作品の保護ケースのみならず展示台に使うことも可能。2012年9月から12月にかけて開催された、平田晃久氏の海外初個展「Tangling」(The Architecture Foundation, London)で実際に採用された。台座を見えないガラスで構成すれば限りなく存在感を消して、台の上にあるものに視線を集中させることができる。
平田先生「見えないガラス」感想
「見えないガラス」をロンドンの個展で模型台に使うことができ本当に良かった。
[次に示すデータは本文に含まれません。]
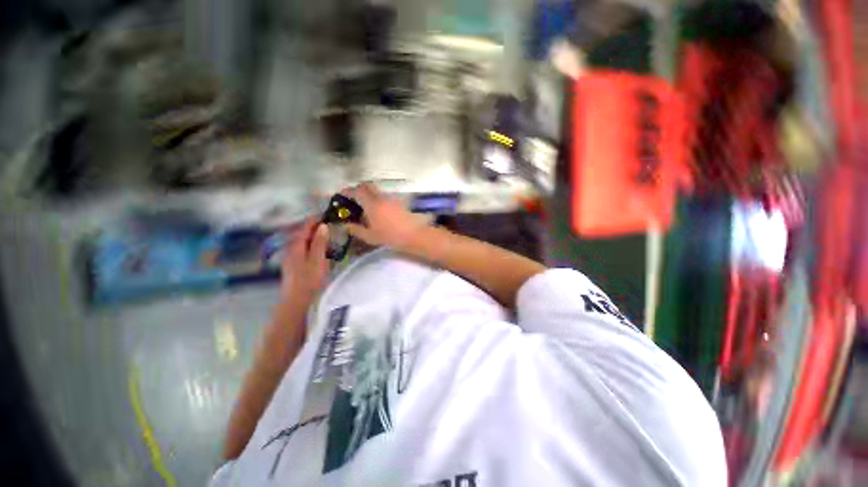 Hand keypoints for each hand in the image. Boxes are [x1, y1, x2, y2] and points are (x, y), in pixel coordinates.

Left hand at [281, 218, 329, 303]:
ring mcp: (291, 256)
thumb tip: (323, 226)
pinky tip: (319, 248)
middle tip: (329, 223)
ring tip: (326, 233)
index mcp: (296, 245)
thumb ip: (320, 242)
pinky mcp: (294, 264)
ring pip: (303, 240)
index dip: (315, 219)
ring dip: (314, 235)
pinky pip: (303, 248)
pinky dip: (312, 244)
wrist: (297, 300)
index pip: (305, 227)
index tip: (327, 214)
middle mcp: (291, 248)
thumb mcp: (318, 259)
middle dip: (314, 226)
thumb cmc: (309, 279)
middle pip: (303, 232)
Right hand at [342, 183, 427, 250]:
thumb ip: (356, 230)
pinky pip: (385, 197)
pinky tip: (379, 213)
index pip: (357, 190)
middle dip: (359, 189)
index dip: (348, 190)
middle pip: (368, 186)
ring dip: (369, 195)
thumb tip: (345, 225)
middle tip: (353, 199)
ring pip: (377, 191)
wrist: (414, 235)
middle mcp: (381, 197)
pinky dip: (378, 200)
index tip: (342, 194)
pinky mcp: (399, 202)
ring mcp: (392, 199)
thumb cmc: (391, 236)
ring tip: (366, 208)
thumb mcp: (370, 236)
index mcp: (372, 204) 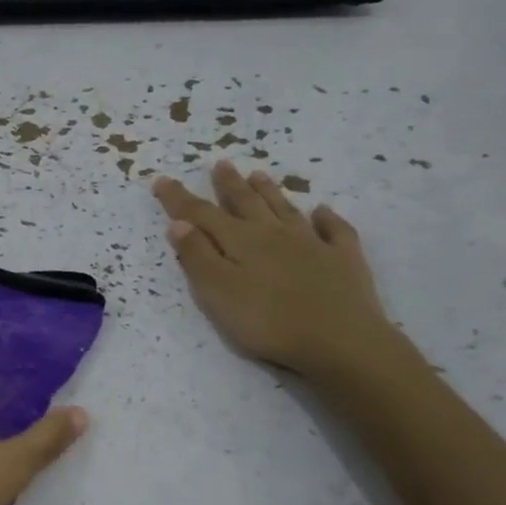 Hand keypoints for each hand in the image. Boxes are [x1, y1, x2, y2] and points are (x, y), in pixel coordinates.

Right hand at [153, 159, 396, 380]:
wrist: (340, 341)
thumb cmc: (268, 321)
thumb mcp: (218, 292)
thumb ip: (197, 257)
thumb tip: (178, 223)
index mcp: (240, 241)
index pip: (201, 214)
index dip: (179, 198)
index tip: (161, 179)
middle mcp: (274, 234)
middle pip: (246, 203)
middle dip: (229, 184)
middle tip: (221, 164)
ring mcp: (312, 243)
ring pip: (286, 209)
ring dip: (270, 192)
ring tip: (259, 174)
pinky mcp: (343, 260)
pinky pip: (335, 231)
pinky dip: (328, 219)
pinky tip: (324, 212) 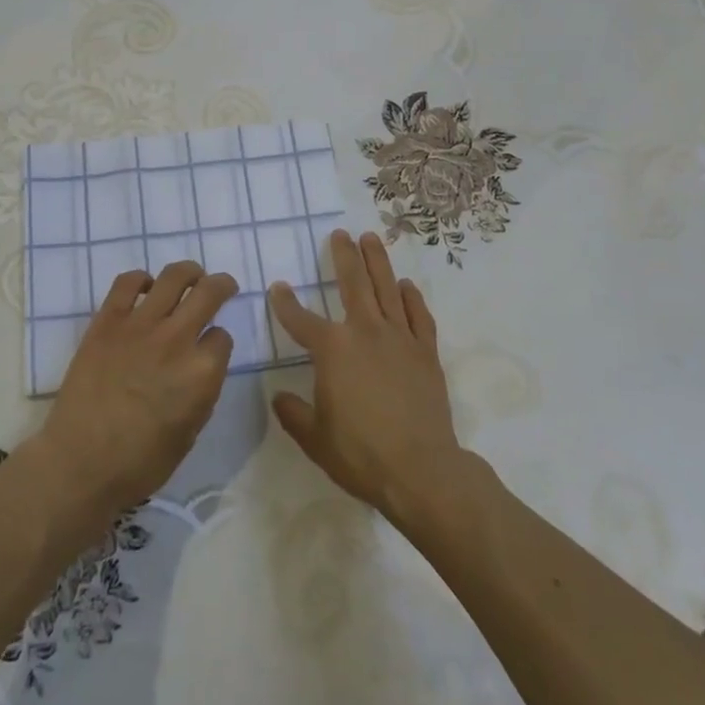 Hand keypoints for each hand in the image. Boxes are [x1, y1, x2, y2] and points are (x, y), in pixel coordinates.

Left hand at [33, 262, 236, 522]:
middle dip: (222, 285)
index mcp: (202, 373)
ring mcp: (141, 325)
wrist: (80, 463)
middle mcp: (177, 339)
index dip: (219, 342)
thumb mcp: (189, 434)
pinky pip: (127, 282)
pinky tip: (145, 287)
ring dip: (189, 272)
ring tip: (191, 276)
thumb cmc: (139, 463)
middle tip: (223, 285)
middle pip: (209, 292)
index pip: (223, 338)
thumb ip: (201, 393)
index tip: (212, 347)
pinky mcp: (108, 320)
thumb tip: (201, 368)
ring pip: (174, 277)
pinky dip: (141, 279)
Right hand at [269, 230, 467, 524]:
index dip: (285, 303)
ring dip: (378, 261)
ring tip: (371, 238)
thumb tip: (279, 397)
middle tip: (340, 234)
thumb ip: (293, 413)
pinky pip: (418, 316)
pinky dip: (412, 297)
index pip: (301, 319)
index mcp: (333, 350)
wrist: (421, 470)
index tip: (277, 287)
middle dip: (344, 255)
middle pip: (353, 283)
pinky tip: (406, 285)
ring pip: (387, 288)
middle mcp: (365, 332)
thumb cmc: (360, 454)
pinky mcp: (426, 352)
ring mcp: (399, 338)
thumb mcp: (314, 438)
通常ガラスの台というと、緑の色や反射による物質感が良くも悪くも出てしまうのだが、見えないガラスの透明感のおかげで、展示スペースにそこはかとない新しさが漂うことになった。こういう、はっきりと気づかない人もいる微妙な、しかし本質的な違いを、とても重要に感じている。建築のコンセプト、という形ではなかなか語れないが、新鮮な驚きを持った体験を生むからだ。
さらに技術が進めば、ふわふわと作品が空間に浮かびあがるような効果も期待できる。
そして商業施設。既に採用されているのは宝石店「GINZA TANAKA 銀座本店」と、銀製品のお店「宮本商行 銀座本店」で、いずれも取り扱う商品は“キラキラしたもの”。強い光を当てたほうが映えるアイテムを陳列する際に、反射を抑えた見えないガラスを使えば、より美しさと高級感を引き立てることができる。
意外なところでは医療施設。手術室では医療モニターを、ガラスを隔てた向こう側の部屋に設置して、ガラス越しにモニターを見ながら手術を行うところもある。見えないガラスを使えば、ガラスが反射してモニターが見えにくいという課題を解決できる。
さてここからは、ガラスの寸法や強度の問題を度外視した我々の妄想である。たとえば動物園や水族館に使うと、迫力ある体験ができそうだ。
身近なアイテムを見えないガラスでつくるのも楽しそう。たとえばイスをこれでつくれば、空気イスに腰かけているような気分が味わえる。メガネなどファッションアイテムに採り入れるのも面白そうだ。
さらに飛行機や高層ビル、展望台の窓などに使用すれば、空中を旅するような体験が味わえそうだ。